**DATA TO USE**
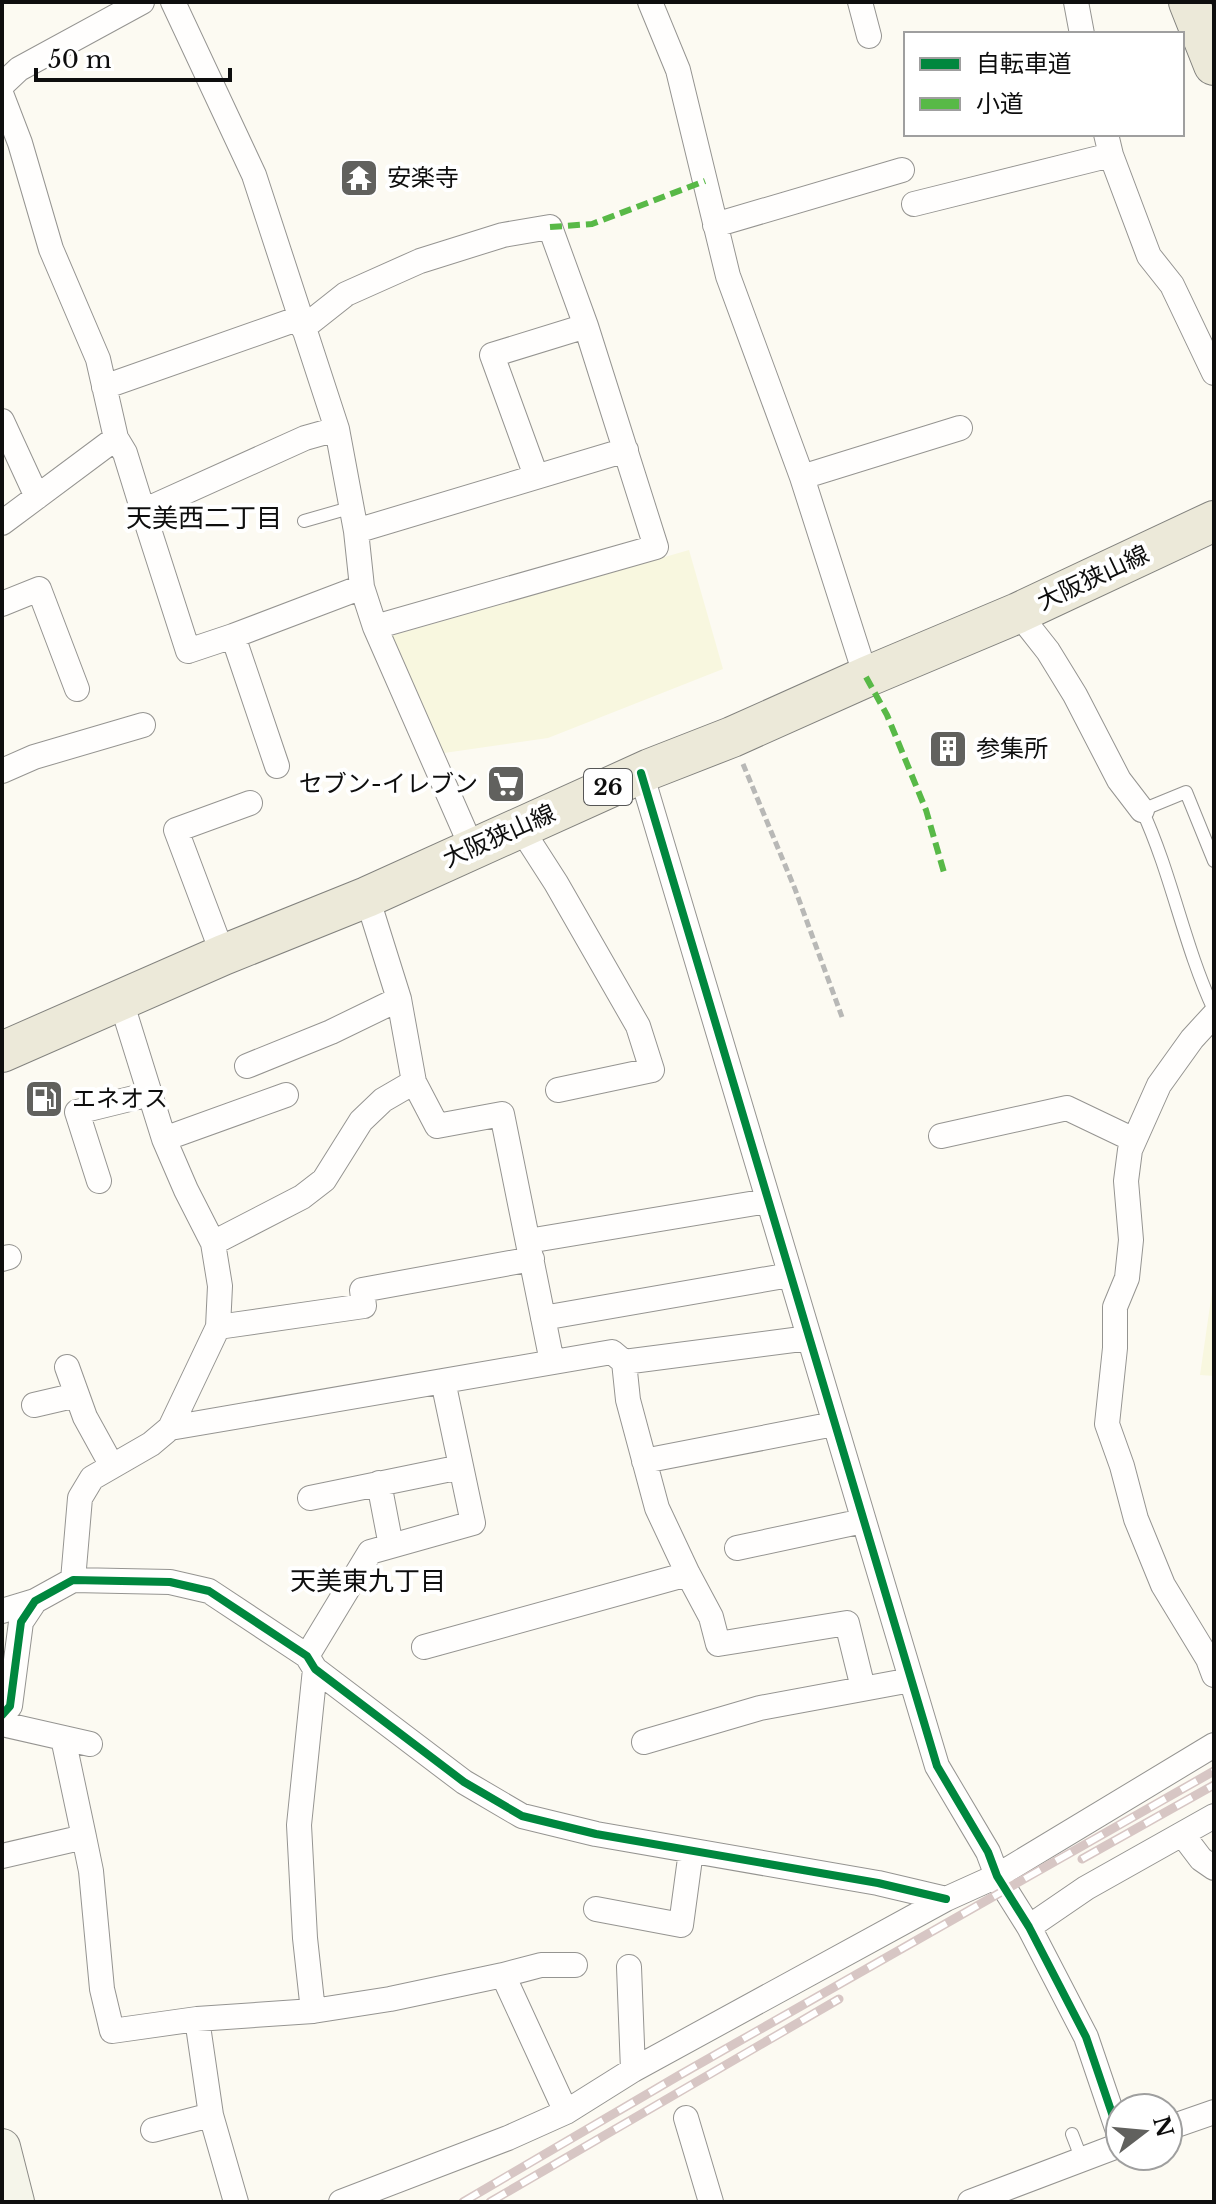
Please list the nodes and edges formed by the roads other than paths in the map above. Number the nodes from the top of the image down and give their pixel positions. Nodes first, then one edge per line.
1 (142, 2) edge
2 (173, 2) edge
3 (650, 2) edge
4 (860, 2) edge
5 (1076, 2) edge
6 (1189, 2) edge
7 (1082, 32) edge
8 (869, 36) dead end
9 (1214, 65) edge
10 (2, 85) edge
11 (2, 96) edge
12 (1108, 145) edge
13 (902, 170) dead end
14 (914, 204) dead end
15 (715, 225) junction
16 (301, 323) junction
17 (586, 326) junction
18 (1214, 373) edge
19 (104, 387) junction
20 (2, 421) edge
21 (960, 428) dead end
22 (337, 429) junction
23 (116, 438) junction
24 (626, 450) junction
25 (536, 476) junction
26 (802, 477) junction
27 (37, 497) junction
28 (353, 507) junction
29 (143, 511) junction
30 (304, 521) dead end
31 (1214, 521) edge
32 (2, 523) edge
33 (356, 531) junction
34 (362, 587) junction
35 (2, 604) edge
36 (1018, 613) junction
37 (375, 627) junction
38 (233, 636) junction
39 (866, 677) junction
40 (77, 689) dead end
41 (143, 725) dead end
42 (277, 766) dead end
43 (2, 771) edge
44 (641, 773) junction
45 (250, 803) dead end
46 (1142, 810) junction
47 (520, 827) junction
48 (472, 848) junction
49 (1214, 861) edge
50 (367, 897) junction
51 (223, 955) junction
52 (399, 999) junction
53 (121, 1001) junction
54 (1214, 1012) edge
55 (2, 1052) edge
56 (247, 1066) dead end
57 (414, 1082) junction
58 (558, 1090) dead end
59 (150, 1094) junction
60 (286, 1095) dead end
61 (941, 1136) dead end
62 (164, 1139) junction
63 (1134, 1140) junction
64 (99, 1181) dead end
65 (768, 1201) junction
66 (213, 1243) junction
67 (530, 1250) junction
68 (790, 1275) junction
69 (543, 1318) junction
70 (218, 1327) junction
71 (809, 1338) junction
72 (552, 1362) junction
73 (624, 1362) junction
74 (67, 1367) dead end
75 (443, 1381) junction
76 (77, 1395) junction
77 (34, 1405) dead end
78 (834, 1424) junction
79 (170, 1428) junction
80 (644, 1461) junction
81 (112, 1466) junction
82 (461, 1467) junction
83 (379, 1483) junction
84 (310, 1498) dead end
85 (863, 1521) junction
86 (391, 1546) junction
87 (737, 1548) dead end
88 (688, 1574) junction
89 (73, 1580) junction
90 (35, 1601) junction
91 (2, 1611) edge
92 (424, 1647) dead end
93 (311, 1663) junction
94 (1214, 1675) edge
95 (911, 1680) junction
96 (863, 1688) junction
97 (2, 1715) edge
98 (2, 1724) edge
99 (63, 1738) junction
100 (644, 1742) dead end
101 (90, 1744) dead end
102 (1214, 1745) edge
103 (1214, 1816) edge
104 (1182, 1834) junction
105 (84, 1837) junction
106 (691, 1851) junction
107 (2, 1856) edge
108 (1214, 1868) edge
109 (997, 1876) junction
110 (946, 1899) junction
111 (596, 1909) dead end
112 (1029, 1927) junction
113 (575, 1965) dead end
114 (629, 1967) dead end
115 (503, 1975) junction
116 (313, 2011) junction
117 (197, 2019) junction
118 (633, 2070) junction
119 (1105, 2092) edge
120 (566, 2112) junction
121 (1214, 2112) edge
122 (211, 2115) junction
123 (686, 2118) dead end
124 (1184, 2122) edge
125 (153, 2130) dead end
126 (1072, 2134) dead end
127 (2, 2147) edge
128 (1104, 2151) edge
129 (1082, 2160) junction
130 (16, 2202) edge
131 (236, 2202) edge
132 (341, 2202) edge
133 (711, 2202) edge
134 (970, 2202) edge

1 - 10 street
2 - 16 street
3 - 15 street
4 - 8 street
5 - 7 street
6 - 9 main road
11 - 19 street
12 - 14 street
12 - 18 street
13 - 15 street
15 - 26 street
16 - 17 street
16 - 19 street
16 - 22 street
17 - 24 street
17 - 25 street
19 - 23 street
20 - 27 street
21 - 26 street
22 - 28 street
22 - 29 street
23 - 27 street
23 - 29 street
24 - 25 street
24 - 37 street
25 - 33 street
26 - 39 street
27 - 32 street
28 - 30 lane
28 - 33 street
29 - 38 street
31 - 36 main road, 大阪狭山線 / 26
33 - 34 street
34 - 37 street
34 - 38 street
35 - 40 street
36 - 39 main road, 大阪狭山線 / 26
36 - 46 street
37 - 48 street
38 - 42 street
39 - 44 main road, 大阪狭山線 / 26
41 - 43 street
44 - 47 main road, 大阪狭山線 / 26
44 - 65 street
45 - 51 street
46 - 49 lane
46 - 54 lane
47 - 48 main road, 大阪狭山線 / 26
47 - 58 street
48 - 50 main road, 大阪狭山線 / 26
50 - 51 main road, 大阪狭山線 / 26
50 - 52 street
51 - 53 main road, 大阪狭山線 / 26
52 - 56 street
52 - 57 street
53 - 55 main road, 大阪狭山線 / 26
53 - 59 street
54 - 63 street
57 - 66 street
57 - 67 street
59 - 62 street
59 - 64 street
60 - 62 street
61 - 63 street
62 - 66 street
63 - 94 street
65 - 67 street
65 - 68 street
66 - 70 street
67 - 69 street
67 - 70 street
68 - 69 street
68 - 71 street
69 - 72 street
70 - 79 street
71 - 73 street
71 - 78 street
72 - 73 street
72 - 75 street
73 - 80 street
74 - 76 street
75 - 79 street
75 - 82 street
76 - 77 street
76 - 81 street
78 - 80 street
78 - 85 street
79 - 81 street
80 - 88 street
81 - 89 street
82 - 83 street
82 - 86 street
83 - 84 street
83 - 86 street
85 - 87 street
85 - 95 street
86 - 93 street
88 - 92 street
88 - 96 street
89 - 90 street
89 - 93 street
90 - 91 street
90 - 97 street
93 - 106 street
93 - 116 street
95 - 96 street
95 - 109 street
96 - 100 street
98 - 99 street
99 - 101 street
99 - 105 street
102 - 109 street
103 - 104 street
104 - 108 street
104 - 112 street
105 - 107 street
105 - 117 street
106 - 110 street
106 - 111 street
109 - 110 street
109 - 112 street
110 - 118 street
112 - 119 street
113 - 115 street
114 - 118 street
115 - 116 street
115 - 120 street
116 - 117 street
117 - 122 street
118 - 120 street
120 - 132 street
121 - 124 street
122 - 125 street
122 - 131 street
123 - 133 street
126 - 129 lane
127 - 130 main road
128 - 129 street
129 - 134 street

**WORK REQUEST**
Show all lines from the entries that hold "大阪狭山線".

**ANSWER AREA**
31 - 36 main road, 大阪狭山線 / 26
36 - 39 main road, 大阪狭山線 / 26
39 - 44 main road, 大阪狭山線 / 26
44 - 47 main road, 大阪狭山線 / 26
47 - 48 main road, 大阪狭山線 / 26
48 - 50 main road, 大阪狭山線 / 26
50 - 51 main road, 大阪狭山線 / 26
51 - 53 main road, 大阪狭山線 / 26
53 - 55 main road, 大阪狭山線 / 26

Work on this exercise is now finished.